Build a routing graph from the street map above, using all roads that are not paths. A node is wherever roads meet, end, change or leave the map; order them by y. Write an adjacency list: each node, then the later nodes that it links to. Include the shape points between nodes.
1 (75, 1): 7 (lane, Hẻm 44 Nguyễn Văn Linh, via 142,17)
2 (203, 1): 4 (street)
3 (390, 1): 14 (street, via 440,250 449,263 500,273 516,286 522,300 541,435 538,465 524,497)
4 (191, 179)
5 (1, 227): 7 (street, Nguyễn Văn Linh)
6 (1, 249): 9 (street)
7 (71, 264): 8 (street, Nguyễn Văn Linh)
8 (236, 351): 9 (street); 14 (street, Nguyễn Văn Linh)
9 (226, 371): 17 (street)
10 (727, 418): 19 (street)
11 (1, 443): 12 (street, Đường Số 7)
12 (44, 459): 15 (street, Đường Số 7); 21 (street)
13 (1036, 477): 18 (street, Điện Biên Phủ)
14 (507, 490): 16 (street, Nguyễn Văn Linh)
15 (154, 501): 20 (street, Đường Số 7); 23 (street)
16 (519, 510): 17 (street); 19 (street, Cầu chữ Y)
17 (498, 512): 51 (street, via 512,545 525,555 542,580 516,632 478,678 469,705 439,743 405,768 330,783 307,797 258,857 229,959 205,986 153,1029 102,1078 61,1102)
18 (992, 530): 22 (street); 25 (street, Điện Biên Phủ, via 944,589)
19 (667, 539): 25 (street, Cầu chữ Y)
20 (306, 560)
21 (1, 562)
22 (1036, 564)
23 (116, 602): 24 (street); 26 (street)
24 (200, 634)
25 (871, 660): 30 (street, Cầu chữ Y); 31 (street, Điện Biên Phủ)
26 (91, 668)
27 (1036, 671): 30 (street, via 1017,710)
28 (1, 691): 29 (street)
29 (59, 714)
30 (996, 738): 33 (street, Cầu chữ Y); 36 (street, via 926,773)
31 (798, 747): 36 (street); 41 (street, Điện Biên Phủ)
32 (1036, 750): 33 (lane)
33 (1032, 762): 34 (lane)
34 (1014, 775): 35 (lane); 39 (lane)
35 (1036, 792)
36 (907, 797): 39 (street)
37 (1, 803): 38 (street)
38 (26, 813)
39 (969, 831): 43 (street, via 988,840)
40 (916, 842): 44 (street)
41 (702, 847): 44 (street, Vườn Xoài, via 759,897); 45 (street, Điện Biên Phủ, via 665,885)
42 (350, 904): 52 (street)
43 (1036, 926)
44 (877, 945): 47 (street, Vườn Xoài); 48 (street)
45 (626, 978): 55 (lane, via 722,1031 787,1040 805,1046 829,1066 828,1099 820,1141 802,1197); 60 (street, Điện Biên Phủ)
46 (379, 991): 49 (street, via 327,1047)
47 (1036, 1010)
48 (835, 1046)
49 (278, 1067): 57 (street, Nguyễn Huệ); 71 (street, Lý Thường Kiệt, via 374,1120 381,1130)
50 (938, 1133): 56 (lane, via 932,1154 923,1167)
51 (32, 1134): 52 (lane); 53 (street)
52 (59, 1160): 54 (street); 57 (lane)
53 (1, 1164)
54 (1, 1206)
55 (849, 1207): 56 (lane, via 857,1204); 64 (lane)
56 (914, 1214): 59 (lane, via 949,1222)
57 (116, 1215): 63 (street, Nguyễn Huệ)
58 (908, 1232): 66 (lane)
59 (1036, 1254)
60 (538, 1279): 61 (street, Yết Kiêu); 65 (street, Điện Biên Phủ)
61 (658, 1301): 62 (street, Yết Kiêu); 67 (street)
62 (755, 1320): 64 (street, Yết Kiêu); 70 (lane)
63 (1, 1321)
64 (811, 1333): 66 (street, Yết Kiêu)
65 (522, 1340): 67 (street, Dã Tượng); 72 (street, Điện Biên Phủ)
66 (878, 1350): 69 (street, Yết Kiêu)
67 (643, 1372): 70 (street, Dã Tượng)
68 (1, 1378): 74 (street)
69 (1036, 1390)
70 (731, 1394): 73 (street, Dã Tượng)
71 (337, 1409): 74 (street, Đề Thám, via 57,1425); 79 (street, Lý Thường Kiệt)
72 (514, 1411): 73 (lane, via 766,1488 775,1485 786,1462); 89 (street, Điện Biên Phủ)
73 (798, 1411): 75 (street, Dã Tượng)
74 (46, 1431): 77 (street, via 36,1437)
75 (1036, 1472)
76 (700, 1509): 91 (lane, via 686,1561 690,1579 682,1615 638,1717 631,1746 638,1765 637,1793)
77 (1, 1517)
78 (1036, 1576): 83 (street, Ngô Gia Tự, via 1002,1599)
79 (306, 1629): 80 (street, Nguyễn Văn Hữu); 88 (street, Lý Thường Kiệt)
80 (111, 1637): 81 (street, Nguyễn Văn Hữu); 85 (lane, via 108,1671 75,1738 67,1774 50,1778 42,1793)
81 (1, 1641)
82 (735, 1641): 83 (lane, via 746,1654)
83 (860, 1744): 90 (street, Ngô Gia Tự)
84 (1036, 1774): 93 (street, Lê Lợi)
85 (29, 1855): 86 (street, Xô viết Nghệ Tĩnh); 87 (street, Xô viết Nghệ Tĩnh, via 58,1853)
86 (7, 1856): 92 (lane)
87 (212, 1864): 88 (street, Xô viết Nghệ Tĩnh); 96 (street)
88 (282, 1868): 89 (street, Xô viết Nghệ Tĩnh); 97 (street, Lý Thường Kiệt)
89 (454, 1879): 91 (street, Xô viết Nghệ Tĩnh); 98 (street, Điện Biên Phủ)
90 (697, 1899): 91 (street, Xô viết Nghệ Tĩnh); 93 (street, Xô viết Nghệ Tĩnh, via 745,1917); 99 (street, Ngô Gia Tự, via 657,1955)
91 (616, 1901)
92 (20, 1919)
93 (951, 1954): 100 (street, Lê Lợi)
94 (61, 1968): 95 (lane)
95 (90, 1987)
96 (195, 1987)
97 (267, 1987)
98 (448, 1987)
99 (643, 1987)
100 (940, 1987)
◇ ◇ ◇
EXERCISE DIRECTIONS >> The records must be reproduced in full. Nothing should differ.

OUTPUT OF THE TASK >>
Build a routing graph from the street map above, using all roads that are not paths. A node is wherever roads meet, end, change or leave the map; order them by y. Write an adjacency list: each node, then the later nodes that it links to. Include the shape points between nodes.
1 (75, 1): 7 (lane, Hẻm 44 Nguyễn Văn Linh, via 142,17)
2 (203, 1): 4 (street)
3 (390, 1): 14 (street, via 440,250 449,263 500,273 516,286 522,300 541,435 538,465 524,497)
4 (191, 179)
5 (1, 227): 7 (street, Nguyễn Văn Linh)
6 (1, 249): 9 (street)
7 (71, 264): 8 (street, Nguyễn Văn Linh)
8 (236, 351): 9 (street); 14 (street, Nguyễn Văn Linh)
9 (226, 371): 17 (street)
10 (727, 418): 19 (street)
11 (1, 443): 12 (street, Đường Số 7)
12 (44, 459): 15 (street, Đường Số 7); 21 (street)
13 (1036, 477): 18 (street, Điện Biên Phủ)
14 (507, 490): 16 (street, Nguyễn Văn Linh)
15 (154, 501): 20 (street, Đường Số 7); 23 (street)
16 (519, 510): 17 (street); 19 (street, Cầu chữ Y)
17 (498, 512): 51 (street, via 512,545 525,555 542,580 516,632 478,678 469,705 439,743 405,768 330,783 307,797 258,857 229,959 205,986 153,1029 102,1078 61,1102)
18 (992, 530): 22 (street); 25 (street, Điện Biên Phủ, via 944,589)
19 (667, 539): 25 (street, Cầu chữ Y)
20 (306, 560)
21 (1, 562)
22 (1036, 564)
23 (116, 602): 24 (street); 26 (street)
24 (200, 634)
25 (871, 660): 30 (street, Cầu chữ Y); 31 (street, Điện Biên Phủ)
26 (91, 668)
27 (1036, 671): 30 (street, via 1017,710)
28 (1, 691): 29 (street)
29 (59, 714)
30 (996, 738): 33 (street, Cầu chữ Y); 36 (street, via 926,773)
31 (798, 747): 36 (street); 41 (street, Điện Biên Phủ)
32 (1036, 750): 33 (lane)
33 (1032, 762): 34 (lane)
34 (1014, 775): 35 (lane); 39 (lane)
35 (1036, 792)
36 (907, 797): 39 (street)
37 (1, 803): 38 (street)
38 (26, 813)
39 (969, 831): 43 (street, via 988,840)
40 (916, 842): 44 (street)
41 (702, 847): 44 (street, Vườn Xoài, via 759,897); 45 (street, Điện Biên Phủ, via 665,885)
42 (350, 904): 52 (street)
43 (1036, 926)
44 (877, 945): 47 (street, Vườn Xoài); 48 (street)
45 (626, 978): 55 (lane, via 722,1031 787,1040 805,1046 829,1066 828,1099 820,1141 802,1197); 60 (street, Điện Biên Phủ)
46 (379, 991): 49 (street, via 327,1047)
47 (1036, 1010)
48 (835, 1046)
49 (278, 1067): 57 (street, Nguyễn Huệ); 71 (street, Lý Thường Kiệt, via 374,1120 381,1130)
50 (938, 1133): 56 (lane, via 932,1154 923,1167)
51 (32, 1134): 52 (lane); 53 (street)
52 (59, 1160): 54 (street); 57 (lane)
53 (1, 1164)
54 (1, 1206)
55 (849, 1207): 56 (lane, via 857,1204); 64 (lane)
56 (914, 1214): 59 (lane, via 949,1222)
57 (116, 1215): 63 (street, Nguyễn Huệ)
58 (908, 1232): 66 (lane)
59 (1036, 1254)
60 (538, 1279): 61 (street, Yết Kiêu); 65 (street, Điện Biên Phủ)
61 (658, 1301): 62 (street, Yết Kiêu); 67 (street)
62 (755, 1320): 64 (street, Yết Kiêu); 70 (lane)
63 (1, 1321)
64 (811, 1333): 66 (street, Yết Kiêu)
65 (522, 1340): 67 (street, Dã Tượng); 72 (street, Điện Biên Phủ)
66 (878, 1350): 69 (street, Yết Kiêu)
67 (643, 1372): 70 (street, Dã Tượng)
68 (1, 1378): 74 (street)
69 (1036, 1390)
70 (731, 1394): 73 (street, Dã Tượng)
71 (337, 1409): 74 (street, Đề Thám, via 57,1425); 79 (street, Lý Thường Kiệt)
72 (514, 1411): 73 (lane, via 766,1488 775,1485 786,1462); 89 (street, Điện Biên Phủ)
73 (798, 1411): 75 (street, Dã Tượng)
74 (46, 1431): 77 (street, via 36,1437)
75 (1036, 1472)
76 (700, 1509): 91 (lane, via 686,1561 690,1579 682,1615 638,1717 631,1746 638,1765 637,1793)
77 (1, 1517)
78 (1036, 1576): 83 (street, Ngô Gia Tự, via 1002,1599)
79 (306, 1629): 80 (street, Nguyễn Văn Hữu); 88 (street, Lý Thường Kiệt)
80 (111, 1637): 81 (street, Nguyễn Văn Hữu); 85 (lane, via 108,1671 75,1738 67,1774 50,1778 42,1793)
81 (1, 1641)
82 (735, 1641): 83 (lane, via 746,1654)
83 (860, 1744): 90 (street, Ngô Gia Tự)
84 (1036, 1774): 93 (street, Lê Lợi)
85 (29, 1855): 86 (street, Xô viết Nghệ Tĩnh); 87 (street, Xô viết Nghệ Tĩnh, via 58,1853)
86 (7, 1856): 92 (lane)
87 (212, 1864): 88 (street, Xô viết Nghệ Tĩnh); 96 (street)
88 (282, 1868): 89 (street, Xô viết Nghệ Tĩnh); 97 (street, Lý Thường Kiệt)
89 (454, 1879): 91 (street, Xô viết Nghệ Tĩnh); 98 (street, Điện Biên Phủ)
90 (697, 1899): 91 (street, Xô viết Nghệ Tĩnh); 93 (street, Xô viết Nghệ Tĩnh, via 745,1917); 99 (street, Ngô Gia Tự, via 657,1955)
91 (616, 1901)
92 (20, 1919)
93 (951, 1954): 100 (street, Lê Lợi)
94 (61, 1968): 95 (lane)
95 (90, 1987)
96 (195, 1987)
97 (267, 1987)
98 (448, 1987)
99 (643, 1987)
100 (940, 1987)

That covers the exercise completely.